L. Gordon Crovitz: From Internet to Obamanet - zaroth
http://www.wsj.com/articles/l-gordon-crovitz-from-internet-to-obamanet-1424644324

======
tzs
Some choice quotes from the article:

    
    
       The permissionless Internet, which allows anyone
       to introduce a website, app or device without
       government review, ends this week.
    

He seems to elaborate on this further down:

    
    
       The Supreme Court has ruled that if the FCC applies
       Title II to the Internet, all uses of telecommunications
       will have to pass the “just and reasonable” test.
       Bureaucrats can review the fairness of Google’s search
       results, Facebook’s news feeds and news sites’ links to
       one another and to advertisers.
    

No cite is given to that Supreme Court ruling, so I don't know what Supreme
Court ruling he's completely misunderstanding (or more likely purposefully
misrepresenting).

Most of the claims in the article can be completely blown out of the water by
simply looking at wireless voice, which is regulated the same way the proposal
will regulate ISPs.

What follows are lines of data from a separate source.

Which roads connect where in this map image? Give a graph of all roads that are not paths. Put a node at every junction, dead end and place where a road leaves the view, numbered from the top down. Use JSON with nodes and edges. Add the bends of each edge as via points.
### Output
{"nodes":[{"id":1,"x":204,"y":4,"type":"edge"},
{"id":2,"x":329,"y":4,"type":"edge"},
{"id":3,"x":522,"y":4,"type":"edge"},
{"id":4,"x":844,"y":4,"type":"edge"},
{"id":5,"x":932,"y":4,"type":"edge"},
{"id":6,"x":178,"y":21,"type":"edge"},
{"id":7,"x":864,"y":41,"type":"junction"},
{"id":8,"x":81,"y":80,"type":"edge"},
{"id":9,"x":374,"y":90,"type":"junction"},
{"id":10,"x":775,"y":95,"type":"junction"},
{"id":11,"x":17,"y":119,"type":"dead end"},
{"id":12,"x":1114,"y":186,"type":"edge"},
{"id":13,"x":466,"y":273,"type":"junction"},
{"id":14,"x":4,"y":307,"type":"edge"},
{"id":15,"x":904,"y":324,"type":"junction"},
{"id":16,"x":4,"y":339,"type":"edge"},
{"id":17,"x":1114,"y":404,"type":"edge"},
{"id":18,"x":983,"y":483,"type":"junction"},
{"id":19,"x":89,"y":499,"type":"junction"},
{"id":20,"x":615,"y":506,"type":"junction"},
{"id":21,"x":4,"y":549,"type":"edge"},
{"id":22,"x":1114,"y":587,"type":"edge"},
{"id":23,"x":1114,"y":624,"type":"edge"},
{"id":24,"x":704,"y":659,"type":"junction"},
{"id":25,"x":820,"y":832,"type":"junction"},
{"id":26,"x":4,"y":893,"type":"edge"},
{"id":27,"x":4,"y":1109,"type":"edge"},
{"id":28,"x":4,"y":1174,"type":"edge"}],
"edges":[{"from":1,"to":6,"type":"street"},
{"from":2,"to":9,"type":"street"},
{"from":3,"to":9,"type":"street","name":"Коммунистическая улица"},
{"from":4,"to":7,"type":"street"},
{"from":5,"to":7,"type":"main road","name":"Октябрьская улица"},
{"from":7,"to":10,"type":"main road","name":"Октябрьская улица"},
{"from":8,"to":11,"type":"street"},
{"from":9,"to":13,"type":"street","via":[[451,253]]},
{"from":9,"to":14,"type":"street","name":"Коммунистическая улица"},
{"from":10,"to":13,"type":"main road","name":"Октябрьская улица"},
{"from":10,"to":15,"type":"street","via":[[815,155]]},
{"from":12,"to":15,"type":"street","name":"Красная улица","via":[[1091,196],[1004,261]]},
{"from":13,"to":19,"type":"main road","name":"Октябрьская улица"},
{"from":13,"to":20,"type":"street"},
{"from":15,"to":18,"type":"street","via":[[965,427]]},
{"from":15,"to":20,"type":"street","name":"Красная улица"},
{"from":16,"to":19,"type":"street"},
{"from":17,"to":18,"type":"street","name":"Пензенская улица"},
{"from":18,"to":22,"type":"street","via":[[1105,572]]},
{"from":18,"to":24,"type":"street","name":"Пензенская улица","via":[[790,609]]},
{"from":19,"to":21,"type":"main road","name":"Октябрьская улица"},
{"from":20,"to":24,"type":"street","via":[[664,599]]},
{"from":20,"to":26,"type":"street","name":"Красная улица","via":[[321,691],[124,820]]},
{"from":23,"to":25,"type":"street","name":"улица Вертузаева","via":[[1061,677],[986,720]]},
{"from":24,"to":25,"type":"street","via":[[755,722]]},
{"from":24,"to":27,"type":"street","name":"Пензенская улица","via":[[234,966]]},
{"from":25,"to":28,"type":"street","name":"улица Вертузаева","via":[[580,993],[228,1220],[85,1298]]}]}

If the things the article is claiming _must_ followed from
Title II were true, then we would have seen them in wireless voice. We do not.

    
    
       Utility regulation was designed to maintain the status
       quo, and it succeeds. This is why the railroads, Ma Bell
       and the local water monopoly were never known for
       innovation.
    

Ma Bell was never known for innovation? Seriously? Has the WSJ never heard of
the transistor? The solar cell? The laser? Unix? Information theory? Modern
cryptography? Radio astronomy?